[What is expected]: In the records below, find each line containing the word "name" and copy it.

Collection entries
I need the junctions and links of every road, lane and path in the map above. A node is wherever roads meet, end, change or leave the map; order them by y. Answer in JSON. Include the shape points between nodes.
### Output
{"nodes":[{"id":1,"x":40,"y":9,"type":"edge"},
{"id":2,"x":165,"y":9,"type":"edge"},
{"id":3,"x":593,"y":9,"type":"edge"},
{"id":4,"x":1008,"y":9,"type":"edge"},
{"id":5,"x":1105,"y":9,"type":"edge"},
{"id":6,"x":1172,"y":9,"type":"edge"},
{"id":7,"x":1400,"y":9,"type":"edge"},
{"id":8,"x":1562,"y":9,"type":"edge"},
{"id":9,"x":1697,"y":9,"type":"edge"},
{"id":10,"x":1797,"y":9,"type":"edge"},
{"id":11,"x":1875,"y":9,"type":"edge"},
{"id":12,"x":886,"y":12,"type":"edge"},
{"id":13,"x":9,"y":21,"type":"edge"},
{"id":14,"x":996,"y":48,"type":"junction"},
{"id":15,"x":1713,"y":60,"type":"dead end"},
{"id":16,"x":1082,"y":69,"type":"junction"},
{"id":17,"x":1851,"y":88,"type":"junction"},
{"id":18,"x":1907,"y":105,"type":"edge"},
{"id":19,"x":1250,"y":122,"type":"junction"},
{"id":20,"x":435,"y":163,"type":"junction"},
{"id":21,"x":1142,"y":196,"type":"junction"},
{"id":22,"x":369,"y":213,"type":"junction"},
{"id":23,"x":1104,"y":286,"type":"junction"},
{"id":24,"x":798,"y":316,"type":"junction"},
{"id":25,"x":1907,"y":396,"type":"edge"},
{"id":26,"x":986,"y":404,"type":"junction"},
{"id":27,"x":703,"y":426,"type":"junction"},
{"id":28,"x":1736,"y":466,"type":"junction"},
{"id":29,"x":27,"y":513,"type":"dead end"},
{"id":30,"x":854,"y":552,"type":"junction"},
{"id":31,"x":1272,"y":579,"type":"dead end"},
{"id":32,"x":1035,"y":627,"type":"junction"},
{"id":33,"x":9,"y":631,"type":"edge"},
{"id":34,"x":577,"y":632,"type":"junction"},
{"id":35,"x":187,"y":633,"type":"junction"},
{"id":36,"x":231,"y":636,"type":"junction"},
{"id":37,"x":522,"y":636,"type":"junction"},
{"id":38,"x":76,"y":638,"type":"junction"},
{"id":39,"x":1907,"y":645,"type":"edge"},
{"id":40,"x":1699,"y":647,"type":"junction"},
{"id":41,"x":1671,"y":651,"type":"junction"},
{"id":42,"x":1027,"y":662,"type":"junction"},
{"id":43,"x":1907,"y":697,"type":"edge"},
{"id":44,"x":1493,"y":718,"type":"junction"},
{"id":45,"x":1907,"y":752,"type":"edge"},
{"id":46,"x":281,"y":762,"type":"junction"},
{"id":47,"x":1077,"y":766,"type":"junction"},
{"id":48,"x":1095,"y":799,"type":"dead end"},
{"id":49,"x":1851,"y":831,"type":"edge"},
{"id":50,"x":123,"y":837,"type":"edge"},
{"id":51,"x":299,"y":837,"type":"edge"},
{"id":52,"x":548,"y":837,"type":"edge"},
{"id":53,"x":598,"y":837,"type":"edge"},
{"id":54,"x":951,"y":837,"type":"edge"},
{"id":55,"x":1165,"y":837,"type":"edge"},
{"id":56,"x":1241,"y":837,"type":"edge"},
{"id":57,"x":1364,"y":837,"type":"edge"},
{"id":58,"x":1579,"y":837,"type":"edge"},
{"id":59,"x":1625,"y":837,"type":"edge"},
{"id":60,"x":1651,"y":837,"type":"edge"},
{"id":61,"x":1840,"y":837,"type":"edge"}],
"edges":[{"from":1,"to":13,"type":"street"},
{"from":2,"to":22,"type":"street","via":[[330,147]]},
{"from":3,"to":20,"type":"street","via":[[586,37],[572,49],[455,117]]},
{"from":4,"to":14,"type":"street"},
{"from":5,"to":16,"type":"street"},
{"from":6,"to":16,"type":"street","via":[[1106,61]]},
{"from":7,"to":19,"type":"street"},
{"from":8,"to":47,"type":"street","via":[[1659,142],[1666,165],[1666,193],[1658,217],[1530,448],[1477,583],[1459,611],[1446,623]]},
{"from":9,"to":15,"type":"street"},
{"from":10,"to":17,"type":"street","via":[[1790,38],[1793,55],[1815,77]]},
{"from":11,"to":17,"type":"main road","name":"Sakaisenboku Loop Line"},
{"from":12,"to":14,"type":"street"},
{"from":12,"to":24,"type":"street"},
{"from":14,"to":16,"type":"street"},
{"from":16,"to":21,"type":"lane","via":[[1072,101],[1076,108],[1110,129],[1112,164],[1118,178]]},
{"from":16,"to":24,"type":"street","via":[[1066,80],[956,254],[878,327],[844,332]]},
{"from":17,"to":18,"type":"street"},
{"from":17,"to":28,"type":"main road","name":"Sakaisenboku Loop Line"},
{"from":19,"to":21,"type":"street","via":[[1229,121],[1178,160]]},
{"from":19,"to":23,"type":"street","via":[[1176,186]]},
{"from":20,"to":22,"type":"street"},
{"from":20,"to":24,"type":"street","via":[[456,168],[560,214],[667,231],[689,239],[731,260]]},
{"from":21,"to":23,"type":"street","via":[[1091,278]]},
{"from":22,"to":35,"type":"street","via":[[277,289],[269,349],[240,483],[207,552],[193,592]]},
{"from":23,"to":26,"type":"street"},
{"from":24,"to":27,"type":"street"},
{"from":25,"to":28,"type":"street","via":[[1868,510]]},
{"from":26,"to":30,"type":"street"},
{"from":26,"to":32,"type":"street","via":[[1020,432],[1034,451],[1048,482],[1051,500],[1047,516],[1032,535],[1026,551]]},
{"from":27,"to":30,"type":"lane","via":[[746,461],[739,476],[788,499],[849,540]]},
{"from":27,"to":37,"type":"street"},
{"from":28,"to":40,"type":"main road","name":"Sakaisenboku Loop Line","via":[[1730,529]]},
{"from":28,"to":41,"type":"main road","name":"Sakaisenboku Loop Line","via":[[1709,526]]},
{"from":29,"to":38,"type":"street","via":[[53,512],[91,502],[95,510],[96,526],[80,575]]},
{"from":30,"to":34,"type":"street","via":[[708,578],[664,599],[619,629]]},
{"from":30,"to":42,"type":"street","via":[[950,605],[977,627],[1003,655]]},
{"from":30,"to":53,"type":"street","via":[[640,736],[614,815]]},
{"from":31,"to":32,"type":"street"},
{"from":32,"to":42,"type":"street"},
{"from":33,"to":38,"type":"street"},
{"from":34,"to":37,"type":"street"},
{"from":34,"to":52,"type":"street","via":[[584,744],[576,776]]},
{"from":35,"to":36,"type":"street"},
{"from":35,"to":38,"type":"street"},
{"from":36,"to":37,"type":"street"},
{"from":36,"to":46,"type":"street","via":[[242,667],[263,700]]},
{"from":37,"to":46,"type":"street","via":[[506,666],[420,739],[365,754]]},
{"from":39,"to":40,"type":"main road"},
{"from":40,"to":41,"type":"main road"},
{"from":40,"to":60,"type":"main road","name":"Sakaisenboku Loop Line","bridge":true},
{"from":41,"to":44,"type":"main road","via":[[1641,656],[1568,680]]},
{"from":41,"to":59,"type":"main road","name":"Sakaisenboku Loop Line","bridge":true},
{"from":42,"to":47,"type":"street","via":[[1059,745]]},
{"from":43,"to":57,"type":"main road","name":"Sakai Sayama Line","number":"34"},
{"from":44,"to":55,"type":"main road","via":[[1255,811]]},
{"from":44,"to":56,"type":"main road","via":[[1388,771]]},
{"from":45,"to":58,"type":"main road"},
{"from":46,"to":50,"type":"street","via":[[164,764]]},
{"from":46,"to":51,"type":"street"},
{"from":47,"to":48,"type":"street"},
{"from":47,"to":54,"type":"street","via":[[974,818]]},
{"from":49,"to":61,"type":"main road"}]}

[Solution]:
{"from":11,"to":17,"type":"main road","name":"Sakaisenboku Loop Line"},
{"from":17,"to":28,"type":"main road","name":"Sakaisenboku Loop Line"},
{"from":28,"to":40,"type":"main road","name":"Sakaisenboku Loop Line","via":[[1730,529]]},
{"from":28,"to":41,"type":"main road","name":"Sakaisenboku Loop Line","via":[[1709,526]]},
{"from":40,"to":60,"type":"main road","name":"Sakaisenboku Loop Line","bridge":true},
{"from":41,"to":59,"type":"main road","name":"Sakaisenboku Loop Line","bridge":true},
{"from":43,"to":57,"type":"main road","name":"Sakai Sayama Line","number":"34"},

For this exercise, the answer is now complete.